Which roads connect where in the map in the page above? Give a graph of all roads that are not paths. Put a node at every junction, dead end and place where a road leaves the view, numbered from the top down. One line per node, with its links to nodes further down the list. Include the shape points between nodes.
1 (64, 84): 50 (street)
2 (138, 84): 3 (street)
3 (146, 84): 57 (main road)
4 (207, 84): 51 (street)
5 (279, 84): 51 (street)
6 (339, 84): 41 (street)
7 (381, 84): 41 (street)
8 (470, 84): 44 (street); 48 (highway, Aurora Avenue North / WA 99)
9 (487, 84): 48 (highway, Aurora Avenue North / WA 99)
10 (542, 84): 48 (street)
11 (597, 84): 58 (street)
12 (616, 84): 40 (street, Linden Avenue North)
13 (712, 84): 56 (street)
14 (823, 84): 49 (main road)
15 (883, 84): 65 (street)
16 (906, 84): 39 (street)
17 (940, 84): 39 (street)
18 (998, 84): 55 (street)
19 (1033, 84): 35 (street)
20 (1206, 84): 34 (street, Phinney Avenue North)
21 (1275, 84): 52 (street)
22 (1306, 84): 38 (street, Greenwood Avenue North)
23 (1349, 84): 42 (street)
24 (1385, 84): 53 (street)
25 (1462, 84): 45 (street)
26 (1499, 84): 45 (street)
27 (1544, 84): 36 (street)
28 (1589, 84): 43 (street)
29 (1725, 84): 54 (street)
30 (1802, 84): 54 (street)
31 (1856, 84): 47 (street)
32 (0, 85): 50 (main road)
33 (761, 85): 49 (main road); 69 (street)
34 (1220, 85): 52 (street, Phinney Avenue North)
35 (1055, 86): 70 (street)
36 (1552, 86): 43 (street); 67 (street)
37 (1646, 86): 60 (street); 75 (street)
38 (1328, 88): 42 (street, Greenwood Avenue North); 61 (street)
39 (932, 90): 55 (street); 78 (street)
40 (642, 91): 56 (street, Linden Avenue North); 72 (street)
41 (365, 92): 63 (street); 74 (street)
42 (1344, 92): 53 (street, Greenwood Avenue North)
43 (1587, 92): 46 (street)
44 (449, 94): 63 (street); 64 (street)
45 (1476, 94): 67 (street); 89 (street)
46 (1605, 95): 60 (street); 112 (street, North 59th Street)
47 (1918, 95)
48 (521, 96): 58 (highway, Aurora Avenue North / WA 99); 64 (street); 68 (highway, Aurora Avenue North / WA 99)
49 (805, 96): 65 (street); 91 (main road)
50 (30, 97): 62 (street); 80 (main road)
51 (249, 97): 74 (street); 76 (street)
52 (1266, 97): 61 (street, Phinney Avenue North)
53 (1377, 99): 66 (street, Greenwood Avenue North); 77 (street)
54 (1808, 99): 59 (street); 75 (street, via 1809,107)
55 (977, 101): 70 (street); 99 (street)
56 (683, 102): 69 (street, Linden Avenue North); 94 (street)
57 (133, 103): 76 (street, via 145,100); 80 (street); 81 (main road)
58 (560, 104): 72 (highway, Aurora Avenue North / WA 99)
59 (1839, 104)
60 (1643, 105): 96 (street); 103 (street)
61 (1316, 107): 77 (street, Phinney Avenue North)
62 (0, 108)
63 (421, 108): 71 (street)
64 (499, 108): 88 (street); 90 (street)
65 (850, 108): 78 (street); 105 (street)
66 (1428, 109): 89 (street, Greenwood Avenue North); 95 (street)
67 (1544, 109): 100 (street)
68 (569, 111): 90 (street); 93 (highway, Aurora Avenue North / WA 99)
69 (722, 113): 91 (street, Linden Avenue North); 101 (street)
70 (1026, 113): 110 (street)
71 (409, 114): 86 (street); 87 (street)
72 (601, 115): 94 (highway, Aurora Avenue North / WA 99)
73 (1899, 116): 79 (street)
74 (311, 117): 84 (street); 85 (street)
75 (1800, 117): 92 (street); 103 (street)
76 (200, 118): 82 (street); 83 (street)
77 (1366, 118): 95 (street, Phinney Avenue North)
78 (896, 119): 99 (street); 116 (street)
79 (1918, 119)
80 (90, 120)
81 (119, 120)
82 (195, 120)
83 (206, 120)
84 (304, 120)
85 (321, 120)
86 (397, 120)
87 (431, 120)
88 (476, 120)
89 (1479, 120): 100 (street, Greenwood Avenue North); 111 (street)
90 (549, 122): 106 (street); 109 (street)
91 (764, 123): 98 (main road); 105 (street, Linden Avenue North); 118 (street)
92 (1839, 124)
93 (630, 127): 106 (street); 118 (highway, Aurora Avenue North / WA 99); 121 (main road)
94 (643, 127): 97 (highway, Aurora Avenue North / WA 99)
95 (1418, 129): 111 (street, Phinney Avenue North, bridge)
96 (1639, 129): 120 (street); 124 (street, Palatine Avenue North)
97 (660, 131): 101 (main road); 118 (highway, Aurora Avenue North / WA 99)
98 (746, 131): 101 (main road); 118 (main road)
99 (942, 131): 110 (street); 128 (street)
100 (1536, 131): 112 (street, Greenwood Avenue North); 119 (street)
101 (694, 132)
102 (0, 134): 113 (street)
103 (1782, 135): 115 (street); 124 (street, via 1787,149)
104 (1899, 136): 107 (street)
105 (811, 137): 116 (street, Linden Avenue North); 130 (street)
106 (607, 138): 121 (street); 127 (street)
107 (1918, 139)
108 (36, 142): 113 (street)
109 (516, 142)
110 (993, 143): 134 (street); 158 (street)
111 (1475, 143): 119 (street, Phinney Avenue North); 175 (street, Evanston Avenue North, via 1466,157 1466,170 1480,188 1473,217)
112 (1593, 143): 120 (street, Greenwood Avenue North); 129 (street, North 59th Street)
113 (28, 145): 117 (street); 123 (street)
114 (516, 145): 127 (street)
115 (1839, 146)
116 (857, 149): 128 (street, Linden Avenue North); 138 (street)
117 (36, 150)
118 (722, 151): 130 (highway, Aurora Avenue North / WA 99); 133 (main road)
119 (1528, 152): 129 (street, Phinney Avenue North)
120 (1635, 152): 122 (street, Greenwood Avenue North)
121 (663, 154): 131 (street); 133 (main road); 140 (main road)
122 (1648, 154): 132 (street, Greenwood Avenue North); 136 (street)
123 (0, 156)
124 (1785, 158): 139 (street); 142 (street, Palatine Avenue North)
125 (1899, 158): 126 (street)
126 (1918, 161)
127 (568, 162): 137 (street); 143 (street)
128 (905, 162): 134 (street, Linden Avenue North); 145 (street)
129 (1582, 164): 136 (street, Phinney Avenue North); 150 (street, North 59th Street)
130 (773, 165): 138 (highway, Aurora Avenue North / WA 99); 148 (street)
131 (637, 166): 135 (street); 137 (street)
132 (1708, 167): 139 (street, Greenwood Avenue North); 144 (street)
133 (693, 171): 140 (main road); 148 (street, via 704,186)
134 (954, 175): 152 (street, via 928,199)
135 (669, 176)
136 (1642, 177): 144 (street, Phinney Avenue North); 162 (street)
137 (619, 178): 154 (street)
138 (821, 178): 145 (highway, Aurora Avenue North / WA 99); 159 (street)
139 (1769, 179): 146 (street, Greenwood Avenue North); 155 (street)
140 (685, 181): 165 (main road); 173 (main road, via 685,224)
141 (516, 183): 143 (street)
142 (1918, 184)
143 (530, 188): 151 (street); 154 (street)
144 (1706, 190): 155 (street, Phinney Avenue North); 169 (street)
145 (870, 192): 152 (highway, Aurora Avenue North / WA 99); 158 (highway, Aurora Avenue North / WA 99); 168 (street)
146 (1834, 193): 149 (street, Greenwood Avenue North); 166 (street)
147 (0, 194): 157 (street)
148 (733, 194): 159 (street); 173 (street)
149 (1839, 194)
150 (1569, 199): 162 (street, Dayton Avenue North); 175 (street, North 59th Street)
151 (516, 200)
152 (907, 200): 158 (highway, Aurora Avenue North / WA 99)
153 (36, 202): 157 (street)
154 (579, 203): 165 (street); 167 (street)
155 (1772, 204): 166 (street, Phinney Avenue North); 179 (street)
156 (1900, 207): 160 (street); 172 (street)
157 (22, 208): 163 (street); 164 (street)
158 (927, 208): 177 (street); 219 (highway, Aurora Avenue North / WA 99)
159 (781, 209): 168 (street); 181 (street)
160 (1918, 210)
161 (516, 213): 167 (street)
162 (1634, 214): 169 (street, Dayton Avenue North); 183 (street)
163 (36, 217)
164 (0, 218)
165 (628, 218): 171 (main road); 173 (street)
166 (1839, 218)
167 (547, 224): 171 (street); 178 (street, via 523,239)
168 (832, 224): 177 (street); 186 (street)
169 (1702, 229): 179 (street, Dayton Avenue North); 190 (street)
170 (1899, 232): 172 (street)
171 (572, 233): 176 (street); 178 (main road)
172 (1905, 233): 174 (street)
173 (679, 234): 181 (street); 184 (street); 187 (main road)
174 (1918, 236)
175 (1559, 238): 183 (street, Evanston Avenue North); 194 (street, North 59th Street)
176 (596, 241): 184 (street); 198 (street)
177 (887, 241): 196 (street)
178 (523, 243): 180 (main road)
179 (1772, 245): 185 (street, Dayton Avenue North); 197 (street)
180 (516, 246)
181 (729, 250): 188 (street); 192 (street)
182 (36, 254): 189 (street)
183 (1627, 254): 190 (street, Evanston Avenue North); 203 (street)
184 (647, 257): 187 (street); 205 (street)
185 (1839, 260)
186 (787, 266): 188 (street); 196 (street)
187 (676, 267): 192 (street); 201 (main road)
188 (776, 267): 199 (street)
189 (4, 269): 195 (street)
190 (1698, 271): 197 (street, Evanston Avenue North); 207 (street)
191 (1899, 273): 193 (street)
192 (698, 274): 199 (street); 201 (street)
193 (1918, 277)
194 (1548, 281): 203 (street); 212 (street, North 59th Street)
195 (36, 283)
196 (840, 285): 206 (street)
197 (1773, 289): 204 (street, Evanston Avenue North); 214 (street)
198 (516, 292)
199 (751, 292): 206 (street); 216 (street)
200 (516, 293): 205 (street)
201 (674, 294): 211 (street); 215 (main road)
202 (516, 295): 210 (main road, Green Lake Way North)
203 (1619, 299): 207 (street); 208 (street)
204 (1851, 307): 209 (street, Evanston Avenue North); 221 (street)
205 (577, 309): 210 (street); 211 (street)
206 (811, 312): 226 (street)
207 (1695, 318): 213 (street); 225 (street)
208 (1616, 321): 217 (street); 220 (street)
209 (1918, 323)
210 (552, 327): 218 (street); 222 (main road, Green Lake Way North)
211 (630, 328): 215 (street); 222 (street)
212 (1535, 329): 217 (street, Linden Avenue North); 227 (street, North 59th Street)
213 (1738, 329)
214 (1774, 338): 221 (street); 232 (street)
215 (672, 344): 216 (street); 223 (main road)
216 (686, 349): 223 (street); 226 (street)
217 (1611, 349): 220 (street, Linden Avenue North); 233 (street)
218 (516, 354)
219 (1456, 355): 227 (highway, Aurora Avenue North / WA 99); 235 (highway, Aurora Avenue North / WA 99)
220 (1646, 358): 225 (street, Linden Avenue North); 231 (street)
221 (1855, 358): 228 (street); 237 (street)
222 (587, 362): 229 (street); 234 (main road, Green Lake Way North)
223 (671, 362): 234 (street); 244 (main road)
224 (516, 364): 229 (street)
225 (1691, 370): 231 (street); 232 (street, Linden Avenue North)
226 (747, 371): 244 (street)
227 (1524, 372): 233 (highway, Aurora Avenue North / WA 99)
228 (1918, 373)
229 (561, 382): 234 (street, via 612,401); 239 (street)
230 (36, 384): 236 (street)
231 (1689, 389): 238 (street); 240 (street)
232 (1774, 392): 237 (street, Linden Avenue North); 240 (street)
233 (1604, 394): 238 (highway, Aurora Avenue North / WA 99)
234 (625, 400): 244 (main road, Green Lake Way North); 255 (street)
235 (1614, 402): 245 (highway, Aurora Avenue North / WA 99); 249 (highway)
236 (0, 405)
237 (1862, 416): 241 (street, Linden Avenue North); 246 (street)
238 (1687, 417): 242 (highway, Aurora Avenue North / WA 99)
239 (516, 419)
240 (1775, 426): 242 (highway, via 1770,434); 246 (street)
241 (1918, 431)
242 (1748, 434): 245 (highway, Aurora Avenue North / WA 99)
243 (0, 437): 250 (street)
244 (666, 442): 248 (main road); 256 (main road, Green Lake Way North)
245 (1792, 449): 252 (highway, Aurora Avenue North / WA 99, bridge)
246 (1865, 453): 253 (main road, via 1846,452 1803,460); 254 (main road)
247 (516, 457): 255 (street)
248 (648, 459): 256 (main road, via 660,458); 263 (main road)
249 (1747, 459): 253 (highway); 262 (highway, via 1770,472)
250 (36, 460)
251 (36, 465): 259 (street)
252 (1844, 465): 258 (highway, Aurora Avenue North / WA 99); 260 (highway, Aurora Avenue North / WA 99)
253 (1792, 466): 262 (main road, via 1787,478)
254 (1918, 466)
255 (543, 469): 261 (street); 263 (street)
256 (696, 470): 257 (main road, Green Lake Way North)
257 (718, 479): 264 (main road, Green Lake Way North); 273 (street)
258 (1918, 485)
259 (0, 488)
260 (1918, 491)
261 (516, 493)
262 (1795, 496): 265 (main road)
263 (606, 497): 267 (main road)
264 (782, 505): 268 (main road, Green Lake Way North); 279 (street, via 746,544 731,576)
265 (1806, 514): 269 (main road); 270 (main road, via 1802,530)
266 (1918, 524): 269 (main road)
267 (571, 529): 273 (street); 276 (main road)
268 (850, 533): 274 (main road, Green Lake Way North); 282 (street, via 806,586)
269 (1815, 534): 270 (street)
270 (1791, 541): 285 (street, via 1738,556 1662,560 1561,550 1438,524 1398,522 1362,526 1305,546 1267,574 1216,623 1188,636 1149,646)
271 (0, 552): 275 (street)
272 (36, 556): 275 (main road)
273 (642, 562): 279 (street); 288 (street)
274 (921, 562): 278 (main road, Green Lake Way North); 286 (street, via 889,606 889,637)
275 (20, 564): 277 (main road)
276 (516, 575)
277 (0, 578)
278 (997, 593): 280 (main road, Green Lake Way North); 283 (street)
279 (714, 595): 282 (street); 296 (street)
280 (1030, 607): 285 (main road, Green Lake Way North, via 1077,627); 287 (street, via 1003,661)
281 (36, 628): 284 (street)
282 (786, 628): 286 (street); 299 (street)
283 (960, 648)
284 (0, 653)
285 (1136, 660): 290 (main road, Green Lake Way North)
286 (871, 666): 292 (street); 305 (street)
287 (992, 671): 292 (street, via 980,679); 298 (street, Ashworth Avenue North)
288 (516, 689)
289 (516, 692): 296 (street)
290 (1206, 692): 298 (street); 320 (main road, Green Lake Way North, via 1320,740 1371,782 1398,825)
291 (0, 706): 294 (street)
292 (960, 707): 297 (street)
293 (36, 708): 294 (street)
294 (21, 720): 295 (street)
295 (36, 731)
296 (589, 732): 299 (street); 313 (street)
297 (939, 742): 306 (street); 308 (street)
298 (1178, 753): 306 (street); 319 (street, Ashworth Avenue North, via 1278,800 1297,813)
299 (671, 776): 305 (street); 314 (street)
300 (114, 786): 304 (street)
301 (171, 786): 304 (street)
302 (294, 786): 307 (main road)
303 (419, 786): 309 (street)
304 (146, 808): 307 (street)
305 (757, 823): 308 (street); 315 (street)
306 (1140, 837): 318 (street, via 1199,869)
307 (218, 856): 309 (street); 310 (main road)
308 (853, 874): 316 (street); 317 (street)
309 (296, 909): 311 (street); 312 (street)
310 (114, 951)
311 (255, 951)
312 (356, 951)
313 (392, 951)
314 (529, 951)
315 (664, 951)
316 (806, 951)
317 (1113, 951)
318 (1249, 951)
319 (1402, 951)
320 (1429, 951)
◆ ◆ ◆ ◆ ◆ ◆ ◆
**YOUR ASSIGNMENT**: Where a line in the entries holds the word "Ashworth", copy that line.

**EXPECTED OUTPUT**:
287 (992, 671): 292 (street, via 980,679); 298 (street, Ashworth Avenue North)
298 (1178, 753): 306 (street); 319 (street, Ashworth Avenue North, via 1278,800 1297,813)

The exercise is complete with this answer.